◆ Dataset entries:
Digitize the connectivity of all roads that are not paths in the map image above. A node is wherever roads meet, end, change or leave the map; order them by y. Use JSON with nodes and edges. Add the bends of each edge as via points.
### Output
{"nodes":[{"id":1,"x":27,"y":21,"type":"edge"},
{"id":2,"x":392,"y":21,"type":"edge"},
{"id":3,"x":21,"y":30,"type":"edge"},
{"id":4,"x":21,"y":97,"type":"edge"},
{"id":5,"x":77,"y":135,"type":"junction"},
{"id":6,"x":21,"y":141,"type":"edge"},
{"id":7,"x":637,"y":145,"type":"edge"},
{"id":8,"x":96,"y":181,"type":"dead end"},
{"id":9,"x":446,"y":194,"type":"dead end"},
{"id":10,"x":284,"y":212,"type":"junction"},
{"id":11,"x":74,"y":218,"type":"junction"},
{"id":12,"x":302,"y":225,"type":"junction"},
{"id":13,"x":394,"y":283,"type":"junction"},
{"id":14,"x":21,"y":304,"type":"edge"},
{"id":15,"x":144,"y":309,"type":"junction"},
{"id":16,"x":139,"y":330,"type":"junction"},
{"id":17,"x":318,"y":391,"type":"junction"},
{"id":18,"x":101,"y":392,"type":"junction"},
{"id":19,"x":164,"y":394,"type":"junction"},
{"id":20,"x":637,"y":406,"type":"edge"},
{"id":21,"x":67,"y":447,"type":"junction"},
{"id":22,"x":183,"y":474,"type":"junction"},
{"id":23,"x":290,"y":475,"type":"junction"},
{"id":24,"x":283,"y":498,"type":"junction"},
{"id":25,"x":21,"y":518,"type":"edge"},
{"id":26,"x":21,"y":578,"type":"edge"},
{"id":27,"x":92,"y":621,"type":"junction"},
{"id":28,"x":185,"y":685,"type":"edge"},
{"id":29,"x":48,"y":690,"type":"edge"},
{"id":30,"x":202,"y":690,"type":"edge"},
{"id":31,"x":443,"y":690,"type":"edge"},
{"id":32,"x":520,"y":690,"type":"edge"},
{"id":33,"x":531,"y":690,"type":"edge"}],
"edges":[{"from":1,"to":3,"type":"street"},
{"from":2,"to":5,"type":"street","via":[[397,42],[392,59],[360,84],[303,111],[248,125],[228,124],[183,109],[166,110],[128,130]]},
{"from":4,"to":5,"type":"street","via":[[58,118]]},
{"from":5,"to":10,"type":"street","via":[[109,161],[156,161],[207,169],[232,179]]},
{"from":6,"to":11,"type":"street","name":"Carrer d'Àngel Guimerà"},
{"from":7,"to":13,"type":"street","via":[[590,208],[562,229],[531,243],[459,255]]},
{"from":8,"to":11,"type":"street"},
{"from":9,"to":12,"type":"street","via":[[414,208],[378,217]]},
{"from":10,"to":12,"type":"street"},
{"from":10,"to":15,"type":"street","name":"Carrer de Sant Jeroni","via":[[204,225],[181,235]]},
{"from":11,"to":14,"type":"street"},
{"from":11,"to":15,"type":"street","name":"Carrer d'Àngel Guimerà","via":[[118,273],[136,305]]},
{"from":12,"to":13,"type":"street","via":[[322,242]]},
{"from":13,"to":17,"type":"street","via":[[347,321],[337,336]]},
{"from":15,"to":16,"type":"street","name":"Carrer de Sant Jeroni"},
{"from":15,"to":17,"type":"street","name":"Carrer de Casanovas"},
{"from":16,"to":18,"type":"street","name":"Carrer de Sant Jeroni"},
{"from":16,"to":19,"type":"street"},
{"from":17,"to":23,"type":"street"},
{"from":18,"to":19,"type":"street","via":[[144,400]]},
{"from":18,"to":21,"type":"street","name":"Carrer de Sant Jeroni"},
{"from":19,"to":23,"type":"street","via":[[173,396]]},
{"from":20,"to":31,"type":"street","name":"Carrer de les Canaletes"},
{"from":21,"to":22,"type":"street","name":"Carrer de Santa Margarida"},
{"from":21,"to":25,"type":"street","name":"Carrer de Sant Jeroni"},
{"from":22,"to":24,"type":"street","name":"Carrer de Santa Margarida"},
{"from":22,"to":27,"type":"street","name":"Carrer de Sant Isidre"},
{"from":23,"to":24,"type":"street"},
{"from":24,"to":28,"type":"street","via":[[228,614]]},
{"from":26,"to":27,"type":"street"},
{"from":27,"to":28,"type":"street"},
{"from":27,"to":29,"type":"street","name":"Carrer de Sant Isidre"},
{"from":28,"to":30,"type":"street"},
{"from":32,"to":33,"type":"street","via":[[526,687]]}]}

◆ Required work:
Please repeat the data above verbatim, all of it.

◆ Exercise result:
Digitize the connectivity of all roads that are not paths in the map image above. A node is wherever roads meet, end, change or leave the map; order them by y. Use JSON with nodes and edges. Add the bends of each edge as via points.
### Output
{"nodes":[{"id":1,"x":27,"y":21,"type":"edge"},
{"id":2,"x":392,"y":21,"type":"edge"},
{"id":3,"x":21,"y":30,"type":"edge"},
{"id":4,"x":21,"y":97,"type":"edge"},
{"id":5,"x":77,"y":135,"type":"junction"},
{"id":6,"x":21,"y":141,"type":"edge"},
{"id":7,"x":637,"y":145,"type":"edge"},
{"id":8,"x":96,"y":181,"type":"dead end"},
{"id":9,"x":446,"y":194,"type":"dead end"},
{"id":10,"x":284,"y":212,"type":"junction"},
{"id":11,"x":74,"y":218,"type":"junction"},
{"id":12,"x":302,"y":225,"type":"junction"},
{"id":13,"x":394,"y":283,"type":"junction"},
{"id":14,"x":21,"y":304,"type":"edge"},
{"id":15,"x":144,"y":309,"type":"junction"},
{"id":16,"x":139,"y":330,"type":"junction"},
{"id":17,"x":318,"y":391,"type":"junction"},
{"id":18,"x":101,"y":392,"type":"junction"},
{"id":19,"x":164,"y":394,"type":"junction"},
{"id":20,"x":637,"y":406,"type":"edge"},
{"id":21,"x":67,"y":447,"type":"junction"},
{"id":22,"x":183,"y":474,"type":"junction"},
{"id":23,"x":290,"y":475,"type":"junction"},
{"id":24,"x":283,"y":498,"type":"junction"},
{"id":25,"x":21,"y":518,"type":"edge"},
{"id":26,"x":21,"y":578,"type":"edge"},
{"id":27,"x":92,"y":621,"type":"junction"},
{"id":28,"x":185,"y":685,"type":"edge"},
{"id":29,"x":48,"y":690,"type":"edge"},
{"id":30,"x":202,"y":690,"type":"edge"},
{"id":31,"x":443,"y":690,"type":"edge"},
{"id":32,"x":520,"y":690,"type":"edge"},
{"id":33,"x":531,"y":690,"type":"edge"}],
"edges":[{"from":1,"to":3,"type":"street"},
{"from":2,"to":5,"type":"street","via":[[397,42],[392,59],[360,84],[303,111],[248,125],[228,124],[183,109],[166,110],[128,130]]},
{"from":4,"to":5,"type":"street","via":[[58,118]]},
{"from":5,"to":10,"type":"street","via":[[109,161],[156,161],[207,169],[232,179]]},
{"from":6,"to":11,"type":"street","name":"Carrer d'Àngel Guimerà"},
{"from":7,"to":13,"type":"street","via":[[590,208],[562,229],[531,243],[459,255]]},
{"from":8,"to":11,"type":"street"},
{"from":9,"to":12,"type":"street","via":[[414,208],[378,217]]},
{"from":10,"to":12,"type":"street"},
{"from":10,"to":15,"type":"street","name":"Carrer de Sant Jeroni","via":[[204,225],[181,235]]},
{"from":11,"to":14,"type":"street"},
{"from":11,"to":15,"type":"street","name":"Carrer d'Àngel Guimerà","via":[[118,273],[136,305]]},
{"from":12,"to":13,"type":"street","via":[[322,242]]},
{"from":13,"to":17,"type":"street","via":[[347,321],[337,336]]},
{"from":15,"to":16,"type":"street","name":"Carrer de Sant Jeroni"},
{"from":15,"to":17,"type":"street","name":"Carrer de Casanovas"},
{"from":16,"to":18,"type":"street","name":"Carrer de Sant Jeroni"},
{"from":16,"to":19,"type":"street"},
{"from":17,"to":23,"type":"street"},
{"from":18,"to":19,"type":"street","via":[[144,400]]},
{"from":18,"to":21,"type":"street","name":"Carrer de Sant Jeroni"},
{"from":19,"to":23,"type":"street","via":[[173,396]]},
{"from":20,"to":31,"type":"street","name":"Carrer de les Canaletes"},
{"from":21,"to":22,"type":"street","name":"Carrer de Santa Margarida"},
{"from":21,"to":25,"type":"street","name":"Carrer de Sant Jeroni"},
{"from":22,"to":24,"type":"street","name":"Carrer de Santa Margarida"},
{"from":22,"to":27,"type":"street","name":"Carrer de Sant Isidre"},
{"from":23,"to":24,"type":"street"},
{"from":24,"to":28,"type":"street","via":[[228,614]]},
{"from":26,"to":27,"type":"street"},
{"from":27,"to":28,"type":"street"},
{"from":27,"to":29,"type":"street","name":"Carrer de Sant Isidre"},
{"from":28,"to":30,"type":"street"},
{"from":32,"to":33,"type":"street","via":[[526,687]]}]}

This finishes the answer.